“I can find out for you—” Zoey started.
“Forget it. I’m just going upstairs to confront whoever’s here, now.” She scooped up the affidavits and files she’d compiled from all the former women associates and rushed out of her office.
“Dani!” Zoey called after her. “Stop and think about this!”
“I love him, Zoey. I’m not wrecking his life!”
“But you’re wrecking yours?—“
The elevator door closed on her friend’s protest. Which was just as well. She knew what she had to do and exactly how to do it.
17
Dani barged past Mr. Whitney’s secretary into his office. Her continued employment at this firm could be measured in minutes, anyway. Who cared if she ticked off the guy’s secretary? Whitney was not in his office, but she heard voices coming from the attached conference room. She thought she heard Pinter’s voice in there. Perfect. At least some of the partners were together.
She stepped into the conference room boldly, and dead silence fell in what turned out to be a full house. Not only were all the senior partners there, but most of the junior partners.
She gulped. Do not chicken out. This is for Cam.
She took a deep breath and sashayed further into the room to stand at the foot of the long conference table.
“Let me guess,” she said breezily. “The topic of conversation just busted into your sanctimonious, holier-than-thou bullshit meeting.”
Various degrees of shock, anger, and disgust blossomed on the all-male collection of faces around the conference table.
“Here’s the thing, boys. I’m on to you. I can’t believe it took this long for a female attorney to put it all together and nail you bastards.”
“You are not invited to this meeting, Miss Wellford. Kindly leave,” Whitney declared stonily from the head of the table.
“Kindly…no. And kindly…stuff it,” she said back, mimicking the man’s condescending tone exactly. “I went to all the trouble of assembling these files and affidavits from dozens of former female employees of this firm, and you’re telling me you have no interest whatsoever in knowing what’s inside them?”

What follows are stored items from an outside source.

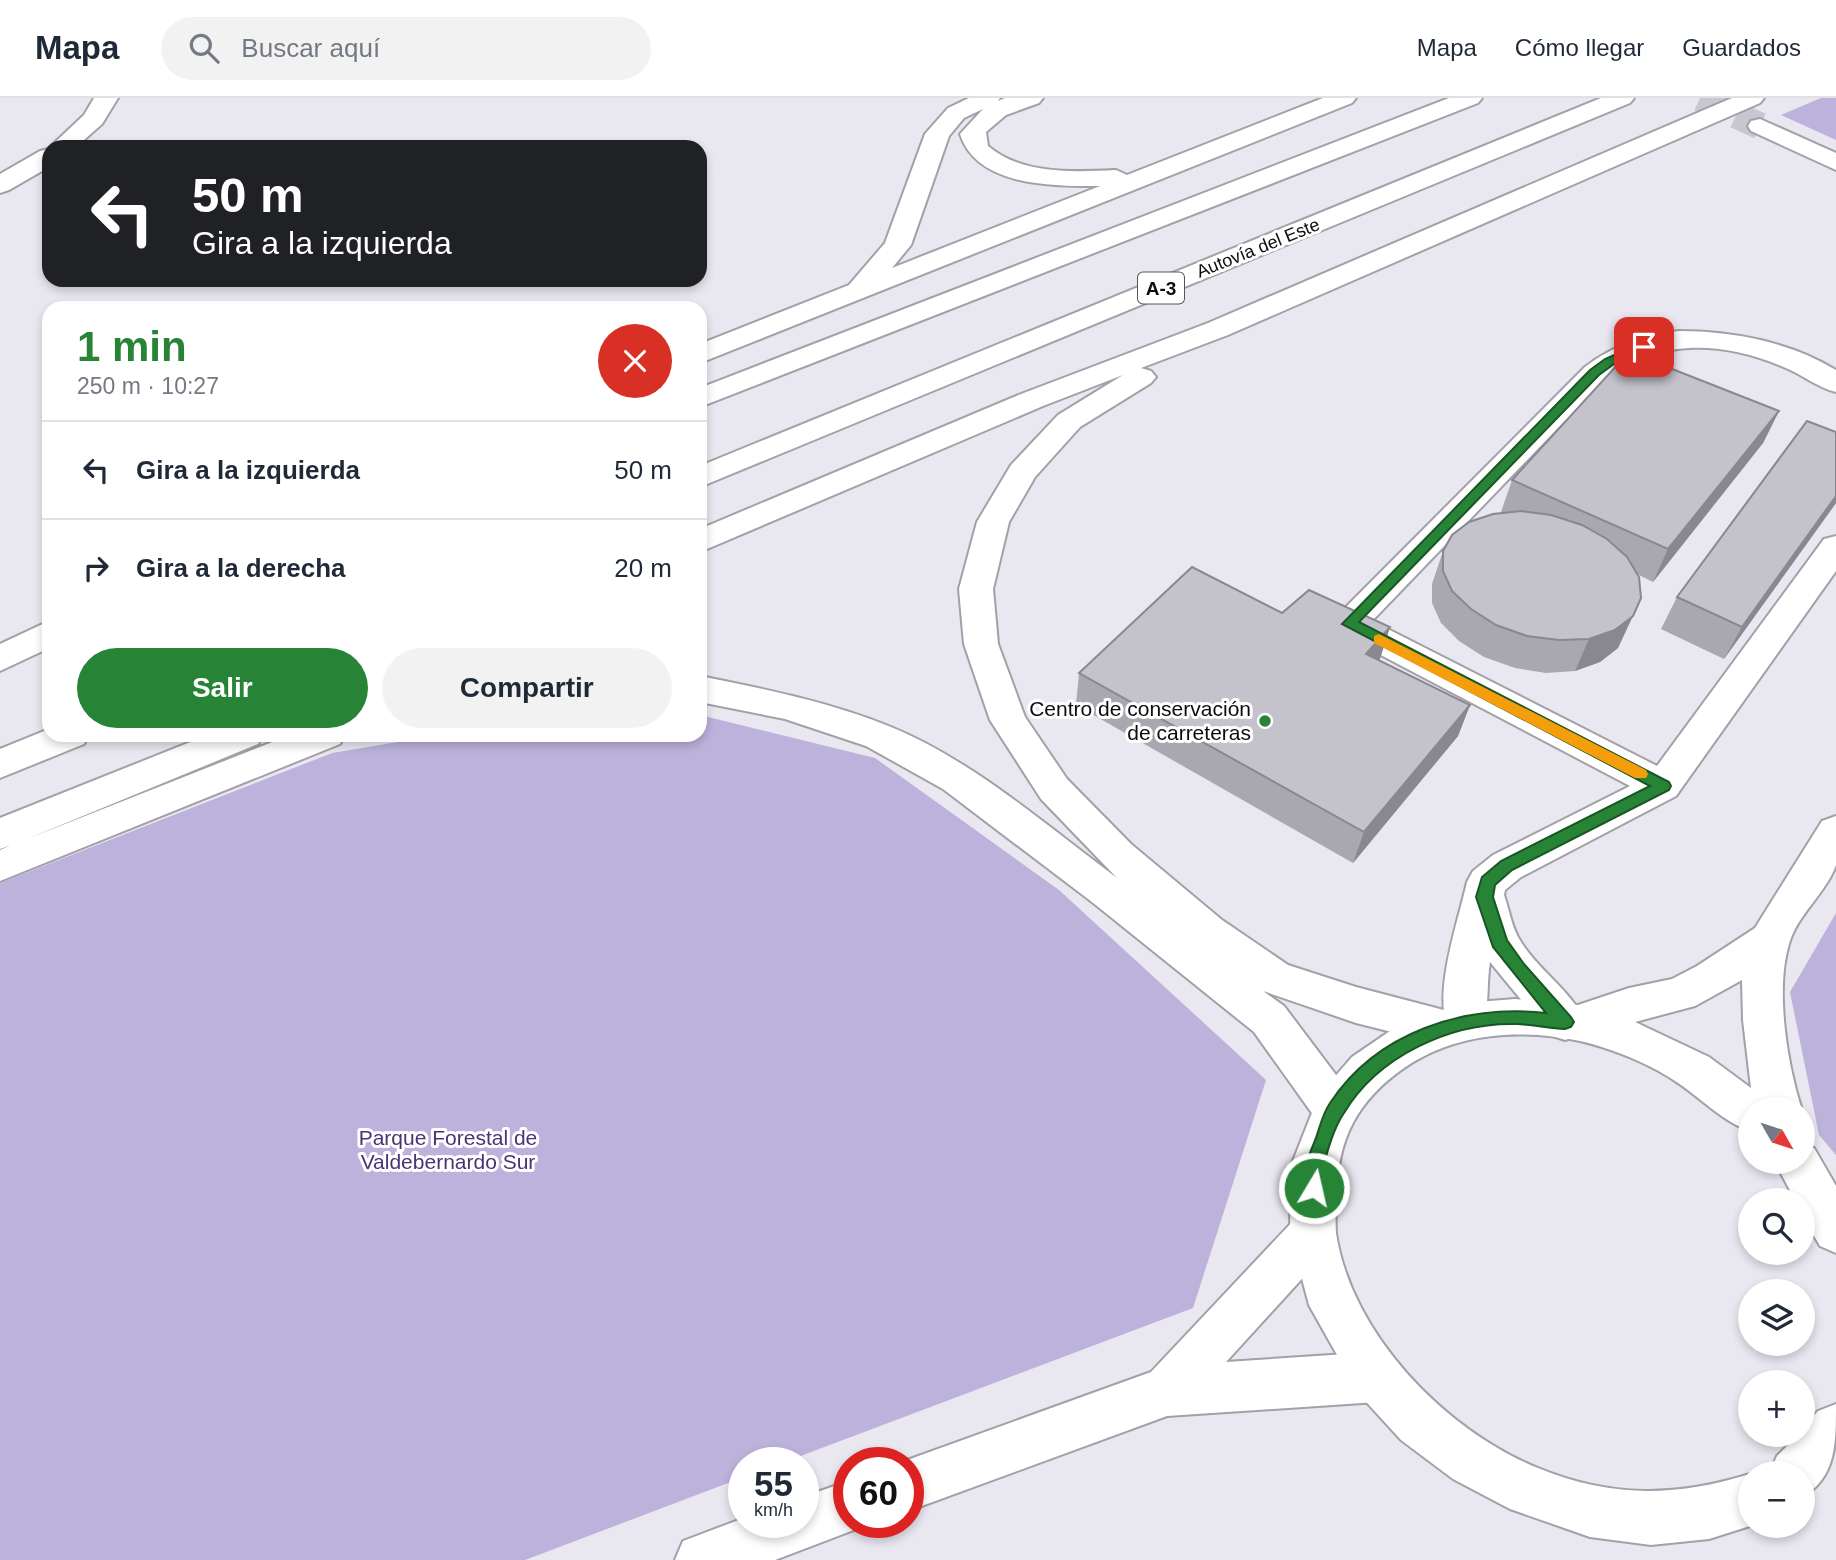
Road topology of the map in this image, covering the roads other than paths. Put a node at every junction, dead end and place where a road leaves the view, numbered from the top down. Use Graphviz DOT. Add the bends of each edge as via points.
graph roads {
  1 [pos="106,98"];
  2 [pos="988,98"];
  3 [pos="1031,98"];
  4 [pos="1344,98"];
  5 [pos="1469,98"];
  6 [pos="1622,98"];
  7 [pos="1752,98"];
  8 [pos="70,140"];
  9 [pos="1836,149"];
  10 [pos="42,160"];
  11 [pos="1836,163"];
  12 [pos="1139,177"];
  13 [pos="0,185"];
  14 [pos="857,291"];
  15 [pos="1218,329"];
  16 [pos="707,351"];
  17 [pos="1836,383"];
  18 [pos="707,395"];
  19 [pos="707,474"];
  20 [pos="707,538"];
  21 [pos="1836,547"];
  22 [pos="42,638"];
  23 [pos="42,645"];
  24 [pos="0,659"];
  25 [pos="707,690"];
  26 [pos="54,742"];
  27 [pos="228,742"];
  28 [pos="310,742"];
  29 [pos="0,764"];
  30 [pos="1663,786"];
  31 [pos="1836,831"];
  32 [pos="0,834"];
  33 [pos="0,866"];
  34 [pos="1485,897"];
  35 [pos="1769,940"];
  36 [pos="1571,1023"];
  37 [pos="1454,1024"];
  38 [pos="1776,1097"];
  39 [pos="1738,1100"];
  40 [pos="1335,1109"];
  41 [pos="1805,1174"];
  42 [pos="1836,1231"];
  43 [pos="1312,1233"];
  44 [pos="1377,1377"];
  45 [pos="1167,1391"];
  46 [pos="1836,1429"];
  47 [pos="1815,1464"];
  48 [pos="924,1479"];
  49 [pos="1738,1504"];
  50 [pos="833,1513"];
  51 [pos="702,1560"];
  1 -- 8 [label="main road" via="93,119"];
  2 -- 14 [label="main road" via="956,113 937,134 898,245"];
  3 -- 12 [label="main road" via="997,110 980,122 972,134 977,149 992,161 1018,170 1064,178"];
  4 -- 12 [label="main road"];
  5 -- 18 [label="main road"];
  6 -- 19 [label="main road, Autovía del Este / A-3"];
  7 -- 15 [label="main road"];
  9 -- 11 [label="main road" via="1767,123"];
  10 -- 13 [label="main road"];
  12 -- 14 [label="main road"];
  14 -- 16 [label="main road"];
  15 -- 20 [label="main road" via="1032,400"];
  15 -- 37 [label="main road" via="1069,421 1022,472 993,522 976,589 981,643 1008,720 1054,789 1117,855 1208,932 1274,977 1356,1005"];
  17 -- 30 [label="main road" via="1777,355 1714,341 1657,342 1630,351 1594,373 1349,624"];
  21 -- 30 [label="main road"];
  22 -- 24 [label="main road"];
  23 -- 24 [label="main road"];
  25 -- 40 [label="main road" via="789,707 879,737 956,779 1269,1019"];
  26 -- 29 [label="main road"];
  27 -- 32 [label="main road"];
  28 -- 33 [label="main road"];
  30 -- 34 [label="main road" via="1507,866 1488,882"];
  31 -- 35 [label="main road"];
  34 -- 36 [label="main road" via="1499,942 1518,969"];
  34 -- 37 [label="main road"];
  35 -- 36 [label="main road" via="1680,994"];
  35 -- 38 [label="main road" via="1763,1020"];
  36 -- 37 [label="main road" via="1515,1017"];
  36 -- 39 [label="main road" via="1636,1041 1694,1070"];
  37 -- 40 [label="main road" via="1408,1042 1367,1070"];
  40 -- 43 [label="main road" via="1314,1166"];
  41 -- 42 [label="main road"];
  43 -- 44 [label="main road" via="1334,1305"];
  43 -- 45 [label="main road"];
  44 -- 45 [label="main road"];
  44 -- 49 [label="main road" via="1430,1430 1471,1461 1528,1491 1590,1511 1651,1518 1709,1513"];
  45 -- 48 [label="main road"];
  46 -- 47 [label="main road"];
  50 -- 51 [label="main road"];
}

She deposited the tall stack of files and papers on the corner of the conference table, giving everyone a moment to take in the size of the pile and estimate that something like two-dozen detailed dossiers were complied.

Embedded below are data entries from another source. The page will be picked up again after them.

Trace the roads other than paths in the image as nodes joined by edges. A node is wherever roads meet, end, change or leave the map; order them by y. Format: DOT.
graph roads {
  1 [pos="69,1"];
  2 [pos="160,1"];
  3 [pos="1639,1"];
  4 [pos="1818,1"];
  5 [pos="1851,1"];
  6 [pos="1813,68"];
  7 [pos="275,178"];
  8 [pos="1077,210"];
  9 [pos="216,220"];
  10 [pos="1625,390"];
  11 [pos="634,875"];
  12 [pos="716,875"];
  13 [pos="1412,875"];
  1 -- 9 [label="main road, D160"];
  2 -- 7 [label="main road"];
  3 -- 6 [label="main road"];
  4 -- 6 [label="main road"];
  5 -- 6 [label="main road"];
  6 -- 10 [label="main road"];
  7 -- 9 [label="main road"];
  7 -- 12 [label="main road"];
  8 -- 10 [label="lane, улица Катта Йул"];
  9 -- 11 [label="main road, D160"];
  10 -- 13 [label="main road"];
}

“In that case,” she continued, “I’ll just take my files and head over to the courthouse with them. You can see them when they come to you in a discovery document from my attorneys.”

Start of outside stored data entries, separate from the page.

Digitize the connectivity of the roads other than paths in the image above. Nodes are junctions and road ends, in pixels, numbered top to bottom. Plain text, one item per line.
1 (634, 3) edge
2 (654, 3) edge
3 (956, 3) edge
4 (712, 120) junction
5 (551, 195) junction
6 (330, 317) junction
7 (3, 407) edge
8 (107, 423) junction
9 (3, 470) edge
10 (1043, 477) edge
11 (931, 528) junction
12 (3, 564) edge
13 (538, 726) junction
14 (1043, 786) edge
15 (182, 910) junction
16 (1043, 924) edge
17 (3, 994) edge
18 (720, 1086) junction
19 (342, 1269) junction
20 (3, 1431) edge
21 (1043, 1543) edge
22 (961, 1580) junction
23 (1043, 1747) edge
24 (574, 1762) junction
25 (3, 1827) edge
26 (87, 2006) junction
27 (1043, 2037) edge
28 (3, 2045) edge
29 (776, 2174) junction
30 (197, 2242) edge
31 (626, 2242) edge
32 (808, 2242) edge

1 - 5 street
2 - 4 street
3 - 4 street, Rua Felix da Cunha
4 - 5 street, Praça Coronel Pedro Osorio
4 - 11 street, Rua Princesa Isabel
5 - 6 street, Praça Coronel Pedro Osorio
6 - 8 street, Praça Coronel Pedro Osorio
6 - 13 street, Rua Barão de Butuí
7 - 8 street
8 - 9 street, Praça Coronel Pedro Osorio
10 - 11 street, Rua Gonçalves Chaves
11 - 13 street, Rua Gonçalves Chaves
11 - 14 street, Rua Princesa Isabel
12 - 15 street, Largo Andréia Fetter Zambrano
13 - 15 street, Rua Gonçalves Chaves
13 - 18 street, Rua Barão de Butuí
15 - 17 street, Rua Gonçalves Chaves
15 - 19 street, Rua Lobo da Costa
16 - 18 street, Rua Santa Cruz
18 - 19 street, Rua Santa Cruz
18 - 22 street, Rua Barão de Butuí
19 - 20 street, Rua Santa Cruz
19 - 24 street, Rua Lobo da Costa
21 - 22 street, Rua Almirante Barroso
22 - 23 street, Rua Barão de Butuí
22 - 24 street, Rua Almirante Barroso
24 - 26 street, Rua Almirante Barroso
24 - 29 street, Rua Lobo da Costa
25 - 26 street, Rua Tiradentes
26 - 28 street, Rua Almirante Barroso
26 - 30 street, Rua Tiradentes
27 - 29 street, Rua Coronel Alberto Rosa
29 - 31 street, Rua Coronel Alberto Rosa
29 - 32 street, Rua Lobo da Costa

She made a production of gathering up the files, adding cheerfully, “Won’t this be fun?”
She was blatantly bluffing, but what the partners didn’t know wouldn’t hurt them. She always had been hell on wheels over a stack of pennies playing poker with her cousins.
She turned around with her armful of folders and made it all the way to the door before Pinter folded and called out, “Wait.”
She turned around slowly, for dramatic effect. Great legal arguments always contained an element of theater in them.
No sense giving up her tactical advantage by being the first to speak. She waited in expectant silence, staring around the room like a stern mother waiting for a guilty child to confess.
If only she had Raspy Voice’s name from Cam. Then she truly would have these assholes by the short hairs. As it was, she only had their amorphous fears and not quite enough evidence to convict them.
This time it was Whitney who couldn’t take the heat and blurted, “What affidavits?”
She waved a casual hand. “I contacted several dozen former female associates of the firm, all of whom only worked here for a year or two and rather abruptly and inexplicably left the firm. I inquired about the specific circumstances of their departures from the firm after such a short time here.”
The tension level in the room exploded. Jaws all around the table went tight, and several of the less-disciplined partners shot furtive glances at other partners.
Gotcha.
Now to play out the hand, finish out the bluff, and rake in the pot.
She said, “It was fascinating how similar their stories were. You wouldn’t believe how many of them included detailed anecdotal accounts of various…challenging…and disappointing…experiences they encountered in the work place here at WMP. It makes for riveting reading.”